If a line includes "list", copy it out of the entries.

──────────────────────────────

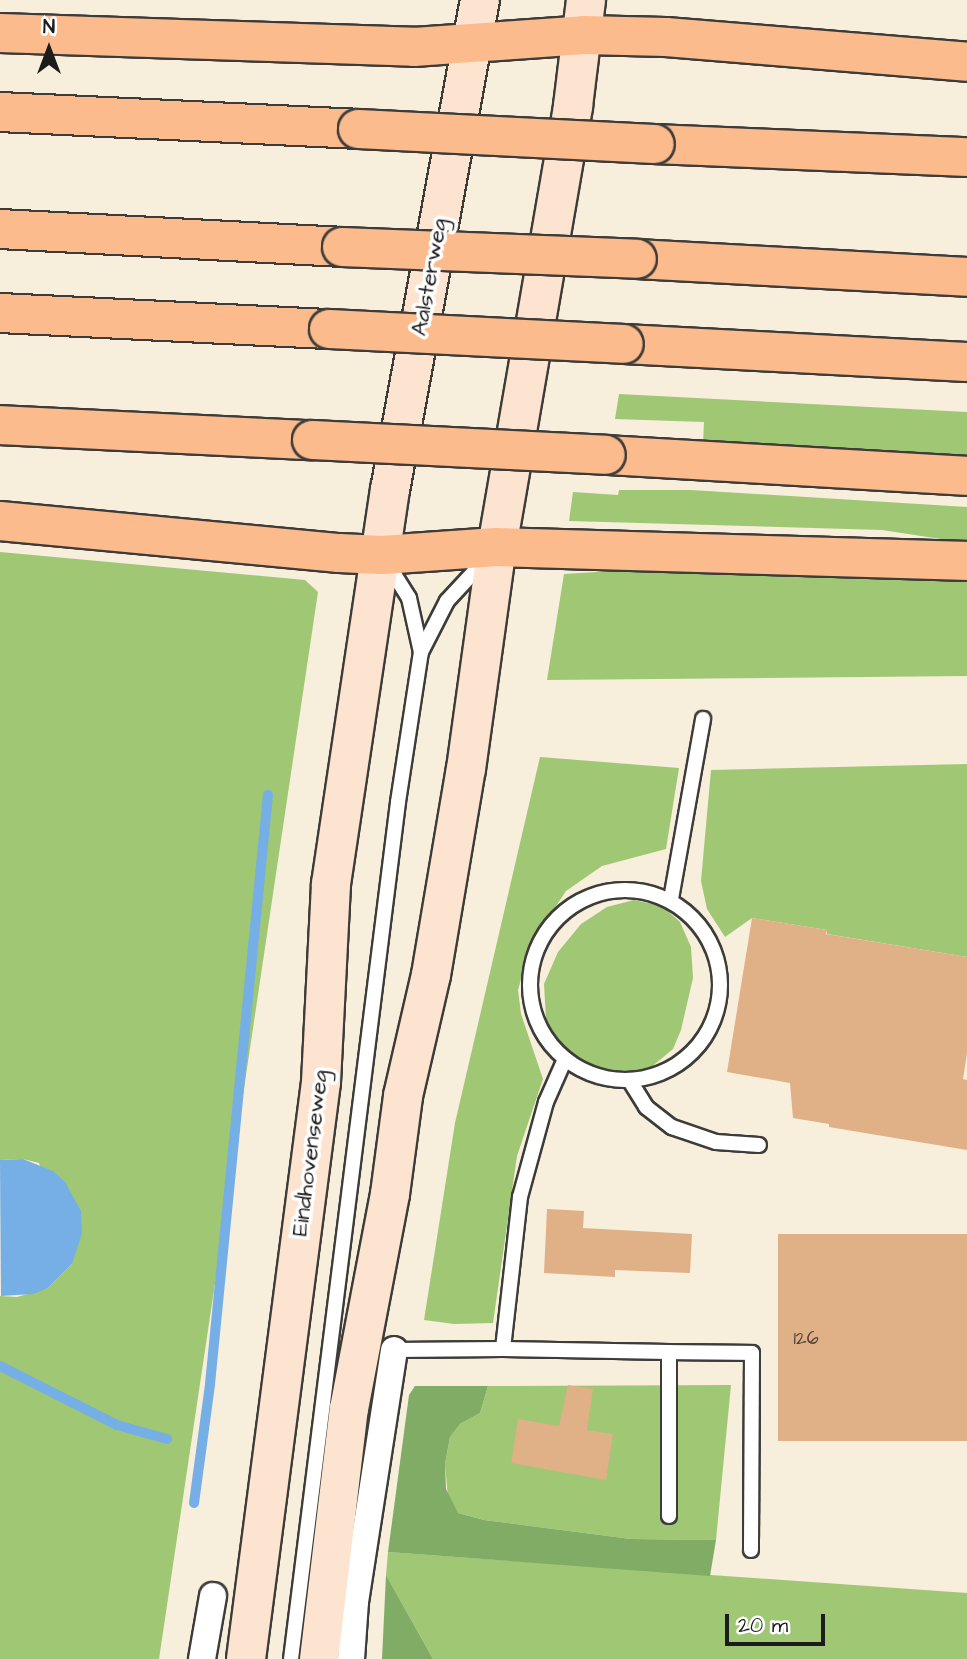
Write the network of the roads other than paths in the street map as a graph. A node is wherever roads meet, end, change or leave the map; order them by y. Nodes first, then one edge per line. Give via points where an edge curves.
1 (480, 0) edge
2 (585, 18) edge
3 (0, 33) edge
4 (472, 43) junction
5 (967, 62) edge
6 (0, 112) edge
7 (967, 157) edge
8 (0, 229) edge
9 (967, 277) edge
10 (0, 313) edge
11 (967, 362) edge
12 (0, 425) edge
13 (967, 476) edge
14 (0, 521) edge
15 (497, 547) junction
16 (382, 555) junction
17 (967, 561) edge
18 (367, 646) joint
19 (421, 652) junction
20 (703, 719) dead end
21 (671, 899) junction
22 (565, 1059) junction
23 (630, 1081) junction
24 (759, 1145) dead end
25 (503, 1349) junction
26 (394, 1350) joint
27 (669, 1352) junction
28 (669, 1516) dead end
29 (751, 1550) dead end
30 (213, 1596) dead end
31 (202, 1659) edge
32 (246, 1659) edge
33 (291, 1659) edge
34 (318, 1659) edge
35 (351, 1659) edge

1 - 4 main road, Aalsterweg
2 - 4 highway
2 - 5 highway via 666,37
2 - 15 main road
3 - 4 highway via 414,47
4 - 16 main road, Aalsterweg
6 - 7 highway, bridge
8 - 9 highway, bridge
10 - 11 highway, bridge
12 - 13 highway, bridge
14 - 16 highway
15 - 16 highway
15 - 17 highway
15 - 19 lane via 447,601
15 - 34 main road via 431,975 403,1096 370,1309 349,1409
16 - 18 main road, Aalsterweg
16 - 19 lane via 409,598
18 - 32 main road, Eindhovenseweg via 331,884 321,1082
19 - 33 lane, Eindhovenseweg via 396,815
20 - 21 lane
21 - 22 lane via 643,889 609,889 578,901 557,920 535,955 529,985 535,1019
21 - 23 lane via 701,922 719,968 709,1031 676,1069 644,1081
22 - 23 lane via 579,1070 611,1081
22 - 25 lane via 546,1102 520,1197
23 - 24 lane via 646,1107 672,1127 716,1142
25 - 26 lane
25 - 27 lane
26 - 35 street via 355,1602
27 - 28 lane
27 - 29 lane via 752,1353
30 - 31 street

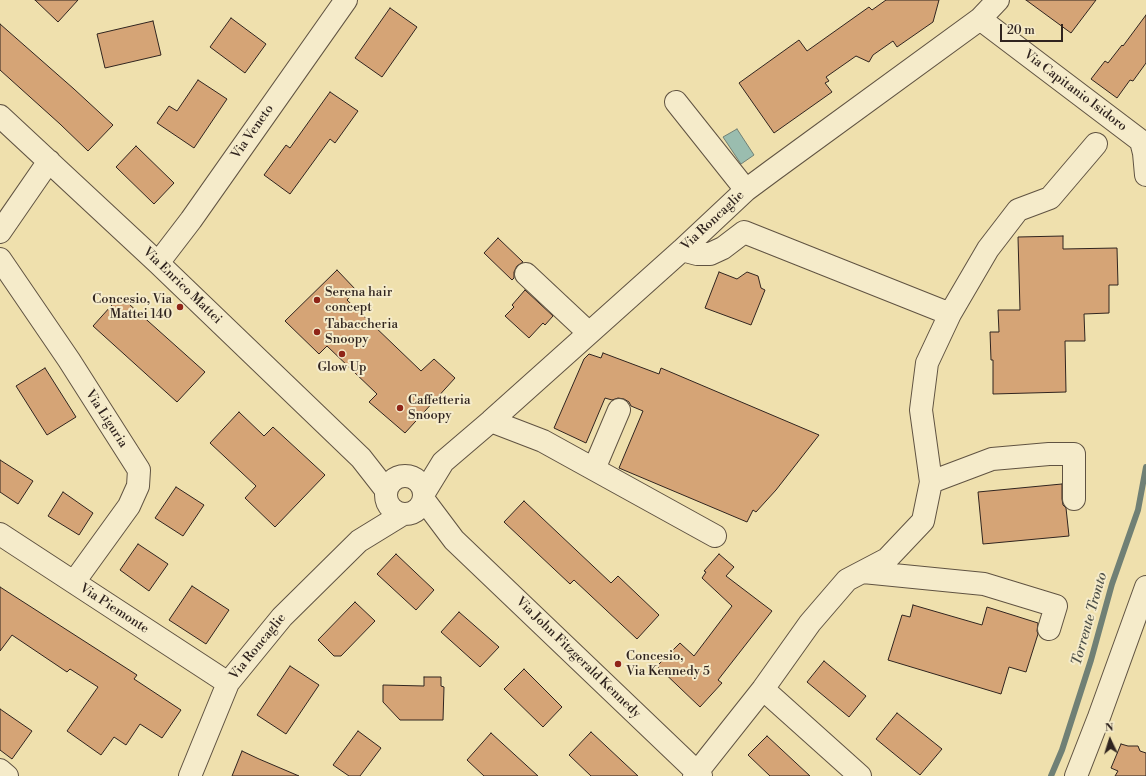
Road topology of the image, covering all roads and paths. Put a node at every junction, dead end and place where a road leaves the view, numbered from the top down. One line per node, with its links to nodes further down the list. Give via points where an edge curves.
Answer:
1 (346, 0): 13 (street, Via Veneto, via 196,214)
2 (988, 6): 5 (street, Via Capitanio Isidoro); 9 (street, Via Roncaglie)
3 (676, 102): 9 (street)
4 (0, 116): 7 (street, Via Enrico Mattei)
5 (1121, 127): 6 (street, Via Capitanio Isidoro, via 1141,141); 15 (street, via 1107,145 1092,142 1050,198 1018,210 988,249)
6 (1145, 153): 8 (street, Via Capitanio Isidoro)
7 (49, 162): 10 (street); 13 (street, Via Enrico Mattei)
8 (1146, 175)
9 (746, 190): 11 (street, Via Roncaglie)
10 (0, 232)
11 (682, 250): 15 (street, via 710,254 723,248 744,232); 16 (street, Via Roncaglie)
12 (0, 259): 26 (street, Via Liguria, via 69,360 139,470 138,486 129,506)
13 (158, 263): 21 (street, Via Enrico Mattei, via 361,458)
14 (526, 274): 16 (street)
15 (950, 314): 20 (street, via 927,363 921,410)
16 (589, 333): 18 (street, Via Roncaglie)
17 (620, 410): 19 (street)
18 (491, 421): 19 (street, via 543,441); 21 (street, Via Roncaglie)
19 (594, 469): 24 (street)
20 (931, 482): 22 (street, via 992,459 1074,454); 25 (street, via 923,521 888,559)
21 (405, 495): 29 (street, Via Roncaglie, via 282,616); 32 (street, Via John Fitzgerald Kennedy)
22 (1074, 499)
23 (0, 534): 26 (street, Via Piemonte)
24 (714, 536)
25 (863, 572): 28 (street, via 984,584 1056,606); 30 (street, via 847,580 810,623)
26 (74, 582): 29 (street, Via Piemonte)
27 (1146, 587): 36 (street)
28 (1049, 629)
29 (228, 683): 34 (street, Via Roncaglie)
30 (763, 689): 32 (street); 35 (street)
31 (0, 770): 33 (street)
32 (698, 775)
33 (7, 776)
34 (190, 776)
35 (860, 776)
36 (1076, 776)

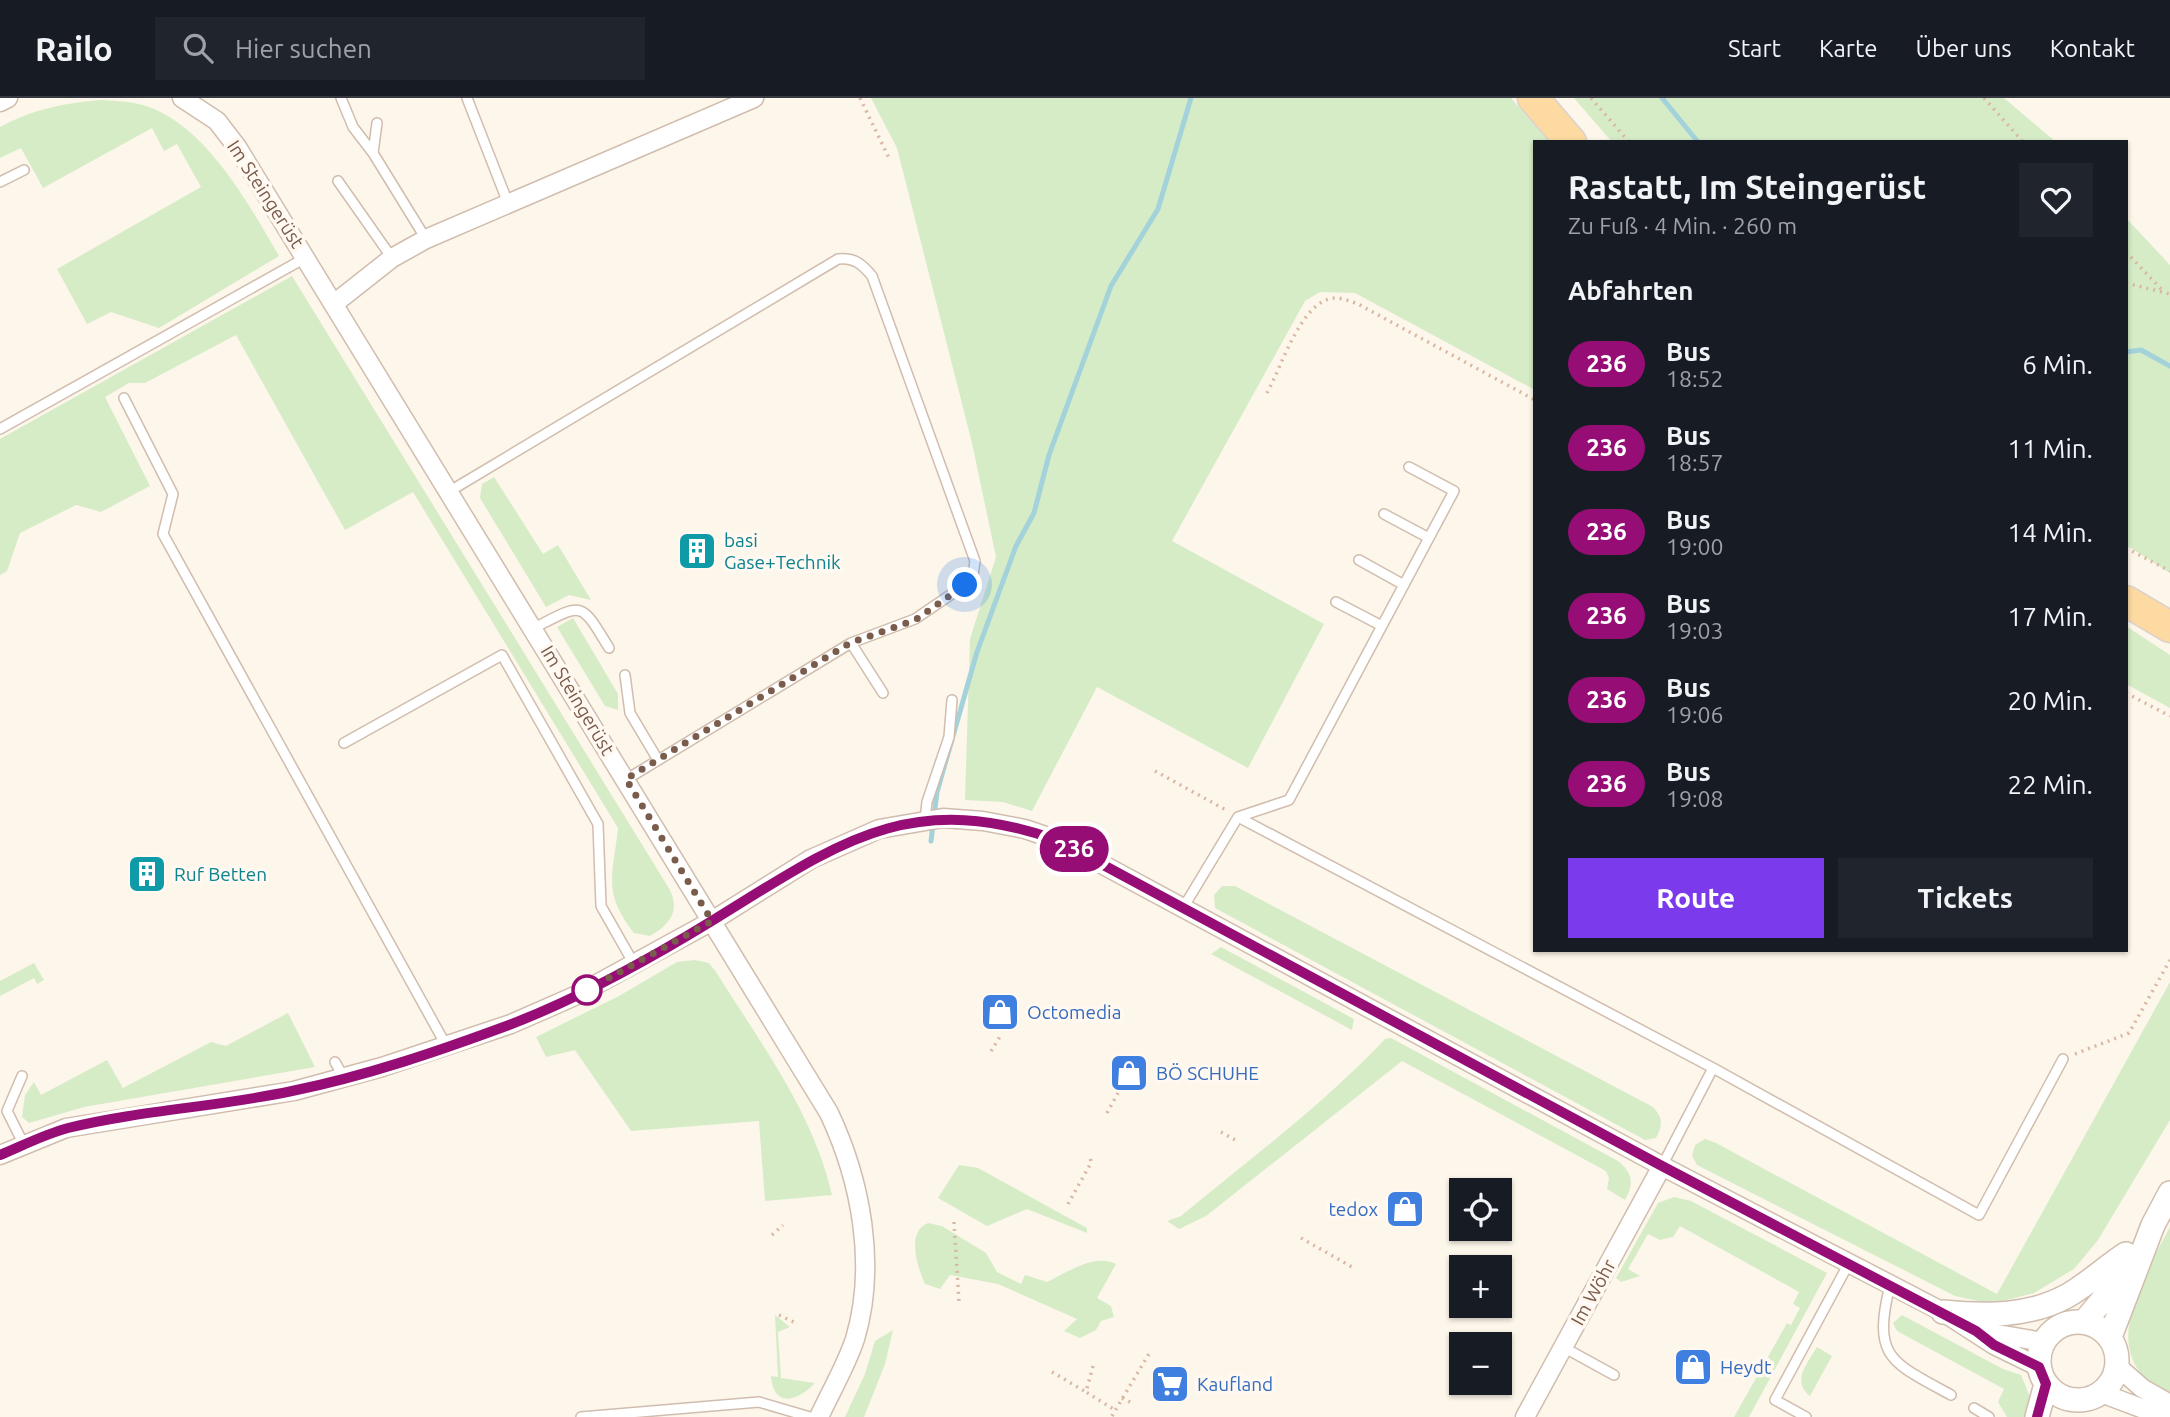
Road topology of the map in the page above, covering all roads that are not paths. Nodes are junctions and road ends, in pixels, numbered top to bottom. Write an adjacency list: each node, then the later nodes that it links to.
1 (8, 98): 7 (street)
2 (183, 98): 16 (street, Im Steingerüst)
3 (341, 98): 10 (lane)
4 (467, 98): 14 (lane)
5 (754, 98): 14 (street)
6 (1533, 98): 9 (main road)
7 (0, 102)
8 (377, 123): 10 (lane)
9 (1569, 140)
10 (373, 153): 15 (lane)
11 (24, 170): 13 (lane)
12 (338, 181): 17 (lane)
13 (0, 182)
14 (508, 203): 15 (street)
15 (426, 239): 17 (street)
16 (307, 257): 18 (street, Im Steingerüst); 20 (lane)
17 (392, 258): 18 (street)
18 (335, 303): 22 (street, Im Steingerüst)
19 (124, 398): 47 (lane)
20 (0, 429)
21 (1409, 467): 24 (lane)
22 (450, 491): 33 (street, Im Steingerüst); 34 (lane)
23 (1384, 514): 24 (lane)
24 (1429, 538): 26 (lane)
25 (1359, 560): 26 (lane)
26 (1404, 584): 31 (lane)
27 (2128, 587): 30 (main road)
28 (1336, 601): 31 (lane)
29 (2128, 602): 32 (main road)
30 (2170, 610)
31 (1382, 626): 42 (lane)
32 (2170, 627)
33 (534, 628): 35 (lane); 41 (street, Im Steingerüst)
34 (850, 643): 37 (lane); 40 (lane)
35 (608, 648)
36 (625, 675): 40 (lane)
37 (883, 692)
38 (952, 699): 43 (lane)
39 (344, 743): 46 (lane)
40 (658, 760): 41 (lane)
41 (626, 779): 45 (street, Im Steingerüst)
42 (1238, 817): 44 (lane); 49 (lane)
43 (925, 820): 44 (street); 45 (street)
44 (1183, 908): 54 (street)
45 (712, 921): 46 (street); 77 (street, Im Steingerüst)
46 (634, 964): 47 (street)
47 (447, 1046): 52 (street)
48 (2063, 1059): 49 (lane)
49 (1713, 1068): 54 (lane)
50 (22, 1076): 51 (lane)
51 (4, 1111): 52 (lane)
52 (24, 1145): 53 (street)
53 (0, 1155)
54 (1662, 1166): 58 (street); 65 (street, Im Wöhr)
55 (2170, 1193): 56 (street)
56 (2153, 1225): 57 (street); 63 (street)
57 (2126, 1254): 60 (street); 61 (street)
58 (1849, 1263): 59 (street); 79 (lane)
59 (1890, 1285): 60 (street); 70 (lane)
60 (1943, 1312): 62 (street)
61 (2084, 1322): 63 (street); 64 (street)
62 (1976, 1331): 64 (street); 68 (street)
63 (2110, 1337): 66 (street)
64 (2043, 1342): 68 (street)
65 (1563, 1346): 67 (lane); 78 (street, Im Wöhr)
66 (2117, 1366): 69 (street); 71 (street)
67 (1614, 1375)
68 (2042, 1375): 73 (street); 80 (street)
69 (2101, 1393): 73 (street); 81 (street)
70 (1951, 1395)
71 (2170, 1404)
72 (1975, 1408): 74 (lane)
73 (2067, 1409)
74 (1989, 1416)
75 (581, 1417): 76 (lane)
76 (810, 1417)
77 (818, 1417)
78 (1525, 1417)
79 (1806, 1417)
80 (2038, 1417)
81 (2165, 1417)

──────────────────────────────

**Expected output**
Road topology of the image, covering all roads and paths. Put a node at every junction, dead end and place where a road leaves the view, numbered from the top down. One line per node, with its links to nodes further down the list. Give via points where an edge curves.
Road topology of the map in the page above, covering all roads that are not paths. Nodes are junctions and road ends, in pixels, numbered top to bottom. Write an adjacency list: each node, then the later nodes that it links to.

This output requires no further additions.